Sur le palier du 1er étage des vitrines dévoilent quantité de pièces de collection qui ont fait l’objet de nombreuses
illustrations, dessins, gravures, reproductions en couleur et photographies
pour faire connaitre ces œuvres au grand public.
Henri Cernuschi a orchestré une véritable campagne de communication.
Puis une enfilade de salles permet de découvrir des témoignages
des premières cultures chinoises, des objets de facture néolithique, poteries
décorées, jade sculpté. La multiplication des contenants en terre cuite
caractérise les bouleversements dans les modes de vie du néolithique, comme au
Moyen Orient presqu’à la même période (10000-2000 av. notre ère)
Jarres, culture de Banshan (vers 2600 – 2300 av. J.-C.)
Disque ajouré à décor d’oiseau, néphrite, culture post-Shijahe (2100 – 1700 av. notre ère). Le travail de cette pierre dure assimilée au jade devait être fastidieux sans outils métalliques. Ce type d’objet se multiplie à la fin du néolithique et la production se poursuit au début de l’âge de bronze.
Divers ornements zoomorphes sont produits en quantité
pendant la période Shang à partir du 15e siècle av. notre ère.
Mais les dynasties Shang (vers 1500 - 1050 av. notre ère)
puis Zhou (1050- 256 av. notre ère), sont majoritairement représentées par des
bronzes témoignant de la maîtrise technique et des innovations décoratives des
artisans par l’incrustation de cuivre et métaux précieux (vers 550 avant notre
ère)
Vase You pour boissons fermentées.

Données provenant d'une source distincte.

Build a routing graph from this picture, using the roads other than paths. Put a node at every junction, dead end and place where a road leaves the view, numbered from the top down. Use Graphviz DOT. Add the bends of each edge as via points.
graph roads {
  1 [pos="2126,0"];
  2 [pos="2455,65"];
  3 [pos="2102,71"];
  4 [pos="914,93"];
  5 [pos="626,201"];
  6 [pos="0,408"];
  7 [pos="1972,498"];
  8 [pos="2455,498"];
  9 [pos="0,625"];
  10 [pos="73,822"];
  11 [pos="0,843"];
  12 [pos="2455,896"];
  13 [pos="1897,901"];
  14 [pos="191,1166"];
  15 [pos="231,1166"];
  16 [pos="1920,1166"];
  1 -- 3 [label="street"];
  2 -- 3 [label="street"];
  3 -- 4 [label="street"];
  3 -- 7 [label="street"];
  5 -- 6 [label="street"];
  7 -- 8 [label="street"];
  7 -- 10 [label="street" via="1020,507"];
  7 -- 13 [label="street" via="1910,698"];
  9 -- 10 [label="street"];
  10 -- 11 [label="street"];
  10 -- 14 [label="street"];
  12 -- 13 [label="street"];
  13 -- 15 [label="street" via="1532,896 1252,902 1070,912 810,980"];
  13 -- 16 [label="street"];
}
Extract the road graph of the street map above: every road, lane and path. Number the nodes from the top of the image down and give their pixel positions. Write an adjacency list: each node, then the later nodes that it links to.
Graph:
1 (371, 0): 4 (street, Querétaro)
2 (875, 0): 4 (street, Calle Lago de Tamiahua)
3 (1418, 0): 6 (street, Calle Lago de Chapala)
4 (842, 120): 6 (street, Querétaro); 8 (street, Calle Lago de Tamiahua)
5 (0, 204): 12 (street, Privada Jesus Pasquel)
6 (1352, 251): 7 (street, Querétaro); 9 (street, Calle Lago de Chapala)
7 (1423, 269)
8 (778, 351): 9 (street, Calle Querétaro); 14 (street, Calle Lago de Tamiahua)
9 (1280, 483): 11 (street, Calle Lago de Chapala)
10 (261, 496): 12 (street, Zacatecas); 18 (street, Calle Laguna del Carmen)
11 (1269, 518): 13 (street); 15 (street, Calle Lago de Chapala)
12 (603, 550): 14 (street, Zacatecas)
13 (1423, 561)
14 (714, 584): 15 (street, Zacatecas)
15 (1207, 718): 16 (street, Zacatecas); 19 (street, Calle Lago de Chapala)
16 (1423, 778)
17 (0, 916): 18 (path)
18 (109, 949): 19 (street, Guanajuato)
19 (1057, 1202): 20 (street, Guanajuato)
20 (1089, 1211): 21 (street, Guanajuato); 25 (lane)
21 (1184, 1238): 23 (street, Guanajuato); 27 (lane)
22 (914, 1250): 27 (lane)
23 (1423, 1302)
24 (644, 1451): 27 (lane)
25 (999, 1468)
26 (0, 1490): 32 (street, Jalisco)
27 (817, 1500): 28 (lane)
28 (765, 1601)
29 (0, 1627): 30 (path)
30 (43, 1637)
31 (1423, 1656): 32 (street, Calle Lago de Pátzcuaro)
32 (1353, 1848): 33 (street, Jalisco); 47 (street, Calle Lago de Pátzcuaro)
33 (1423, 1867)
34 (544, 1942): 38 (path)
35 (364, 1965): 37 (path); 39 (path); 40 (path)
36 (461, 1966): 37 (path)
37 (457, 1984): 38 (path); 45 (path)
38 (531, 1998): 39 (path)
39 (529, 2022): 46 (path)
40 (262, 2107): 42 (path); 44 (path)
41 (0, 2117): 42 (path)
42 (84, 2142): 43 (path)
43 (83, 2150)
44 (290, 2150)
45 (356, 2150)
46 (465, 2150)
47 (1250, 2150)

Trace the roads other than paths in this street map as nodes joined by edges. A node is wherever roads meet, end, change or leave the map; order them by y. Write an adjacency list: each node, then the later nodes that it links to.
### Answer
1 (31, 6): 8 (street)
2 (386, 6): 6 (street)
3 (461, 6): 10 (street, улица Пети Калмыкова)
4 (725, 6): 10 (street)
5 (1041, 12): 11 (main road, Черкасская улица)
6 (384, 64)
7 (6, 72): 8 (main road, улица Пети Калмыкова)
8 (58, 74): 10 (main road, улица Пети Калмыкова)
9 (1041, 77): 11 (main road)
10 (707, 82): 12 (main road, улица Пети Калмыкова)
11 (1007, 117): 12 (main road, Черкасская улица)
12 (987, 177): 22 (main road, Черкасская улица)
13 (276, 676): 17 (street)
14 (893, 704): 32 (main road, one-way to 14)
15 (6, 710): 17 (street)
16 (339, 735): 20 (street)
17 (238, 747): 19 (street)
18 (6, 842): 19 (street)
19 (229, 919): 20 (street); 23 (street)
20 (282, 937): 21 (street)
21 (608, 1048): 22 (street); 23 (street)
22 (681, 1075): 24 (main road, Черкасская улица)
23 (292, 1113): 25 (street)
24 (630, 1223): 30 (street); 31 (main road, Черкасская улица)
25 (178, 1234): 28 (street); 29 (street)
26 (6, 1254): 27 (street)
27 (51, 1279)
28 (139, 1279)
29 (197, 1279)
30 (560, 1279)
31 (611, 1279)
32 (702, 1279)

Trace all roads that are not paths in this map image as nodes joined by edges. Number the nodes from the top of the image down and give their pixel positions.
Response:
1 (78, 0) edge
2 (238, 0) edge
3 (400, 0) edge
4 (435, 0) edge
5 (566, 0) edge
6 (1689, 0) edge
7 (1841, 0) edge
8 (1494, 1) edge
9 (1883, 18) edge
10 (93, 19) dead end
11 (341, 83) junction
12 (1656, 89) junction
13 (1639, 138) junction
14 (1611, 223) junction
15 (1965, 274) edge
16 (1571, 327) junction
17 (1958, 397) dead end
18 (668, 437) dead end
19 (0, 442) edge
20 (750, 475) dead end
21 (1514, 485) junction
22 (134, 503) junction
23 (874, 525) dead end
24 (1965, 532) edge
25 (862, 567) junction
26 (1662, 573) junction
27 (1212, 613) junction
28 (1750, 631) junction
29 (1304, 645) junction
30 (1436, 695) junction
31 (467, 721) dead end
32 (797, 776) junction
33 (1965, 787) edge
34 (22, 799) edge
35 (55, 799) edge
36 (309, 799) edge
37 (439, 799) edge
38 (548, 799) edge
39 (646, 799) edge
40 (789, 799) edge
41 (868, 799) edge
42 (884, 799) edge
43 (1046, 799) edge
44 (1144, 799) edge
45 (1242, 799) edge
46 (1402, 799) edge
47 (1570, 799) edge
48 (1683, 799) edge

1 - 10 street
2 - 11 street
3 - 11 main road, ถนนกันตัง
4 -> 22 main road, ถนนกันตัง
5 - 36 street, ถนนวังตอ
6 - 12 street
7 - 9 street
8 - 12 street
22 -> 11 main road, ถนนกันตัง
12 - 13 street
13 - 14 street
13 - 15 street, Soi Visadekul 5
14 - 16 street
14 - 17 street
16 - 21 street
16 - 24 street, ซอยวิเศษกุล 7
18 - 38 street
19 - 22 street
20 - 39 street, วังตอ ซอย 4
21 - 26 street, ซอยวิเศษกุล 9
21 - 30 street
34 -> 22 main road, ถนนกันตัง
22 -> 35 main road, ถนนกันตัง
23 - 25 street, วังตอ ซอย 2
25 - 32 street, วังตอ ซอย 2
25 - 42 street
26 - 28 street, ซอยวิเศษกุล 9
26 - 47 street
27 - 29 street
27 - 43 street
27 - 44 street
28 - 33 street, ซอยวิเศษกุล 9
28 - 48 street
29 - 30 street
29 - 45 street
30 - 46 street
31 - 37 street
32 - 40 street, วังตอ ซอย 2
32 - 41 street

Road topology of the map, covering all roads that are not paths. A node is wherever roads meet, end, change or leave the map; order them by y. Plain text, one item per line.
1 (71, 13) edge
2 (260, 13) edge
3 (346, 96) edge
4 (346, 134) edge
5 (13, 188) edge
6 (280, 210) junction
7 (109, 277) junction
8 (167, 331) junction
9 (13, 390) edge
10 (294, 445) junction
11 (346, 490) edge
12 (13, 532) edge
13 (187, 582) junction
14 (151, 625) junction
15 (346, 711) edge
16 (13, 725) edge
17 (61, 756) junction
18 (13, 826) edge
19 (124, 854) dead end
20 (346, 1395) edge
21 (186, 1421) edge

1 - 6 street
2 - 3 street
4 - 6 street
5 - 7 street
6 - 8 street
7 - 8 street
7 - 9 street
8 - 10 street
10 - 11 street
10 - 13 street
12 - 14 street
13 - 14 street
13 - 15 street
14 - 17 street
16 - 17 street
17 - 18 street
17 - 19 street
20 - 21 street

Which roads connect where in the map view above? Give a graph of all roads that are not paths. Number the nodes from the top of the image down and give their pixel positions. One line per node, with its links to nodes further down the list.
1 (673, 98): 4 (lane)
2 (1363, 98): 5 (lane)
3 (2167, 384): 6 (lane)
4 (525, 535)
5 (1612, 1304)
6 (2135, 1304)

Ce type de récipient
décoré et pourvu d’un couvercle est réservé aux cérémonies rituelles ou
funéraires. Sur la panse on distingue un masque taotie aux grands yeux globuleux sous d'épais sourcils particulièrement
impressionnant, représentation stylisée et symétrique d'un animal imaginaire.
Chine époque d'Anyang (vers 1300- 1050 av. notre ère), vers 1150 av. notre ère.
Décor semblable de masque taotie pour ce vase Zun en bronze mais sans couvercle, pour
boissons fermentées. Chine époque d'Anyang (vers 1300- 1050 av. notre ère),
vers 1150 av. notre ère.
Vase Hu en bronze figurant un masque taotie, Chine, époque Shang (vers 1500 - 1050 av. notre ère)
Vase You pour boissons fermentées, en forme de félin, dit « La Tigresse », 11e siècle av. notre ère (entre -1100 et -1050), époque Shang (vers 1500 - 1050 av. notre ère). Ce vase en forme de tigre enserrant un être humain est un vase rituel comportant une anse et un couvercle. L’interprétation du décor de l’objet est libre : Scène de prédation ou relation protectrice ? Le visage semble serein et bienveillant!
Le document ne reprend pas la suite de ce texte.